The division of labor in AI systems

#ai #devtools #opinion

When building AI systems that handle multiple kinds of tasks, do you let different agents exist side by side — each owning its own domain — or do you funnel everything through a single entrypoint that routes to the right agent? At work, this design question has come up multiple times already.

Some of my colleagues and I presented our first agent POCs to the team last week. That question is now more urgent.

I’m increasingly convinced a single entrypoint routing to specialists is the better starting point, because the pattern itself is intuitive: a coordinator handles synthesis and judgment; each task goes to a specialist that is sufficient for the job and cheaper than the coordinator. In a well-run office team, the coordinator handles the routing so specialists can focus. AI agents have different constraints, but the structural logic is the same: routing and deep domain work are different reasoning modes, and mixing them in a single agent has a cost.

The coordinator sits at the top, receives any request, and routes it to the right specialist before synthesising the response.

The alternative

If each agent owns a clear domain — code, research, documentation — you pick the right one and off you go.
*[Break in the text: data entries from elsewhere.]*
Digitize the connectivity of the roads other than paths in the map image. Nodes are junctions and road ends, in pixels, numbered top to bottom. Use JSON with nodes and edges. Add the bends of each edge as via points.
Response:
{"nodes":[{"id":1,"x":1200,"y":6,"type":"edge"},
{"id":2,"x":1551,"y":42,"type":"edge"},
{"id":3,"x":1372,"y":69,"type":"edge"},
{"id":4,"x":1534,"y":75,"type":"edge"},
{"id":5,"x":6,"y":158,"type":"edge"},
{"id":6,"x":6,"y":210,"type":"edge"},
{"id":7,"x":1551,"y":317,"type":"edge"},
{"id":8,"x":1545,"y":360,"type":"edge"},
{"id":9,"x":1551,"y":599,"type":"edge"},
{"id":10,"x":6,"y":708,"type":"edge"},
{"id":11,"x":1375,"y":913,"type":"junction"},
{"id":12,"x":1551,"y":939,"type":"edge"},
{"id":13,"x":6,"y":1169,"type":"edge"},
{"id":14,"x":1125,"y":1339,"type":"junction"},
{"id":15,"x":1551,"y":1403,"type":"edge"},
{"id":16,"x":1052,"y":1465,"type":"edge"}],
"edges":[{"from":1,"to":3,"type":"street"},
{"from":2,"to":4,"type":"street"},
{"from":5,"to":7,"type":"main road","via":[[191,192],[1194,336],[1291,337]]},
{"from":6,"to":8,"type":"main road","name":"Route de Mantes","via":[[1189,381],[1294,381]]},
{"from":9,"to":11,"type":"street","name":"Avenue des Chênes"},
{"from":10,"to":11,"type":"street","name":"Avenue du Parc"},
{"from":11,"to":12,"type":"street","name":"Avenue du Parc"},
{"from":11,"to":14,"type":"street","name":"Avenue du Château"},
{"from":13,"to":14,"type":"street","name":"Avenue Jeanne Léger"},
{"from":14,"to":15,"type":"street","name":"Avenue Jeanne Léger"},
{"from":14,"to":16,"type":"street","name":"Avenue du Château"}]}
The routing is done by the user, not the system. But what if the user has a request like “summarise the Q2 report and flag anything that looks wrong”? This is a retrieval task and a reasoning task at the same time. A side-by-side system would require you to split it upfront. The coordinator system handles the split for you.

What the coordinator enables

When the coordinator is responsible for understanding the request, the system can handle tasks that don’t fit neatly into one domain. Specialisation works on two levels. Domain — the problem space the specialist operates in, like code review or document retrieval. And thinking level — how deeply the specialist needs to reason. These aren’t the same thing. A simple script review and a complex distributed systems codebase are both code review, but they don’t call for the same reasoning depth. The coordinator doesn’t just pick the right domain specialist; it also has to estimate how much thinking the task requires.

What the research says

Google Research, Google DeepMind, and MIT published a large study on this in late 2025. In Towards a Science of Scaling Agent Systems, they tested five architectures across four benchmarks and measured error amplification — how much a mistake in one agent’s output cascades through the rest of the system. Independent architectures (no inter-agent communication) amplified errors 17.2× over the single-agent baseline. Centralized coordination contained that to 4.4× through a validation bottleneck. Decentralized and Hybrid fell between them at 7.8× and 5.1× respectively.

The picture isn’t one-directional: performance ranged from +80.9% on decomposable financial reasoning to −70% on sequential planning, depending on task structure. The coordinator-specialists pattern I’m describing isn’t universally better, but it’s better for the kind of work I’m thinking about. Trying this in practice will tell me where the boundaries actually are.

Where this leaves me

In my own research I have found that frameworks like LangGraph and AutoGen model this topology explicitly — a coordinator routing to specialists, with data passed between them. Both are on my list to dig into.

The design question is still open, but I am leaning towards the coordinator-specialists pattern. I’ll find out more once I start building.